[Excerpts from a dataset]

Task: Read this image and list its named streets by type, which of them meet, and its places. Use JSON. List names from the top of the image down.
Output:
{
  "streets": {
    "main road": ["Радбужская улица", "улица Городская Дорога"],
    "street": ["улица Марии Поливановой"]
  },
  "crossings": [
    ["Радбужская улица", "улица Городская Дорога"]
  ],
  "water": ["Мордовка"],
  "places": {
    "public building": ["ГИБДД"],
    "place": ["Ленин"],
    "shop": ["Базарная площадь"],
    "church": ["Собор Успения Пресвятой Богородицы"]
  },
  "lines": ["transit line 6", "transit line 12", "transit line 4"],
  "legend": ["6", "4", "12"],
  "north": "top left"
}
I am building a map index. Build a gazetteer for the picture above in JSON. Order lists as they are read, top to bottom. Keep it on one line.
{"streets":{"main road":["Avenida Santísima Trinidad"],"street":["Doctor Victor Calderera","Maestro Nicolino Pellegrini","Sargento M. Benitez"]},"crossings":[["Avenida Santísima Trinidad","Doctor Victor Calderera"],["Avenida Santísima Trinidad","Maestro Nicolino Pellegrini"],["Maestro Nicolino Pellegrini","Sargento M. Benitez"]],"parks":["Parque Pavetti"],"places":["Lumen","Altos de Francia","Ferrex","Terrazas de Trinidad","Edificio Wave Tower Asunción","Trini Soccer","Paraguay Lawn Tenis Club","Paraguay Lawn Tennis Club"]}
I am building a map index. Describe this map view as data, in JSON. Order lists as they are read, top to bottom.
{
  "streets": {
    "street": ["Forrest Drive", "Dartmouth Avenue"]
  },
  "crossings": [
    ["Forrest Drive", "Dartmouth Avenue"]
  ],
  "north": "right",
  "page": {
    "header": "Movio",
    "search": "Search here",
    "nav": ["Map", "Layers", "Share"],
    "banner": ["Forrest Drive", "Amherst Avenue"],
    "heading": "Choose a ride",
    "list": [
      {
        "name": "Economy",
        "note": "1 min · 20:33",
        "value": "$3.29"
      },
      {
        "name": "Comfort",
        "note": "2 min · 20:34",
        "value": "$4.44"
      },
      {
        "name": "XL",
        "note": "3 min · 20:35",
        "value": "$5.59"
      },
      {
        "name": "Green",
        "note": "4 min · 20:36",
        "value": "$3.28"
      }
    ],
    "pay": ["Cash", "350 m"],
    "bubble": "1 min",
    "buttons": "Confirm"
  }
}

• [EXERCISE OBJECTIVE]: Please restate the data word for word, every record included.

• [WRITTEN SOLUTION]:
Task: Read this image and list its named streets by type, which of them meet, and its places. Use JSON. List names from the top of the image down.
Output:
{
  "streets": {
    "main road": ["Радбужская улица", "улица Городская Дорога"],
    "street": ["улица Марии Поливановой"]
  },
  "crossings": [
    ["Радбужская улица", "улица Городская Дорога"]
  ],
  "water": ["Мордовка"],
  "places": {
    "public building": ["ГИБДД"],
    "place": ["Ленин"],
    "shop": ["Базарная площадь"],
    "church": ["Собор Успения Пресвятой Богородицы"]
  },
  "lines": ["transit line 6", "transit line 12", "transit line 4"],
  "legend": ["6", "4", "12"],
  "north": "top left"
}
I am building a map index. Build a gazetteer for the picture above in JSON. Order lists as they are read, top to bottom. Keep it on one line.
{"streets":{"main road":["Avenida Santísima Trinidad"],"street":["Doctor Victor Calderera","Maestro Nicolino Pellegrini","Sargento M. Benitez"]},"crossings":[["Avenida Santísima Trinidad","Doctor Victor Calderera"],["Avenida Santísima Trinidad","Maestro Nicolino Pellegrini"],["Maestro Nicolino Pellegrini","Sargento M. Benitez"]],"parks":["Parque Pavetti"],"places":["Lumen","Altos de Francia","Ferrex","Terrazas de Trinidad","Edificio Wave Tower Asunción","Trini Soccer","Paraguay Lawn Tenis Club","Paraguay Lawn Tennis Club"]}
I am building a map index. Describe this map view as data, in JSON. Order lists as they are read, top to bottom.
{
  "streets": {
    "street": ["Forrest Drive", "Dartmouth Avenue"]
  },
  "crossings": [
    ["Forrest Drive", "Dartmouth Avenue"]
  ],
  "north": "right",
  "page": {
    "header": "Movio",
    "search": "Search here",
    "nav": ["Map", "Layers", "Share"],
    "banner": ["Forrest Drive", "Amherst Avenue"],
    "heading": "Choose a ride",
    "list": [
      {
        "name": "Economy",
        "note": "1 min · 20:33",
        "value": "$3.29"
      },
      {
        "name": "Comfort",
        "note": "2 min · 20:34",
        "value": "$4.44"
      },
      {
        "name": "XL",
        "note": "3 min · 20:35",
        "value": "$5.59"
      },
      {
        "name": "Green",
        "note": "4 min · 20:36",
        "value": "$3.28"
      }
    ],
    "pay": ["Cash", "350 m"],
    "bubble": "1 min",
    "buttons": "Confirm"
  }
}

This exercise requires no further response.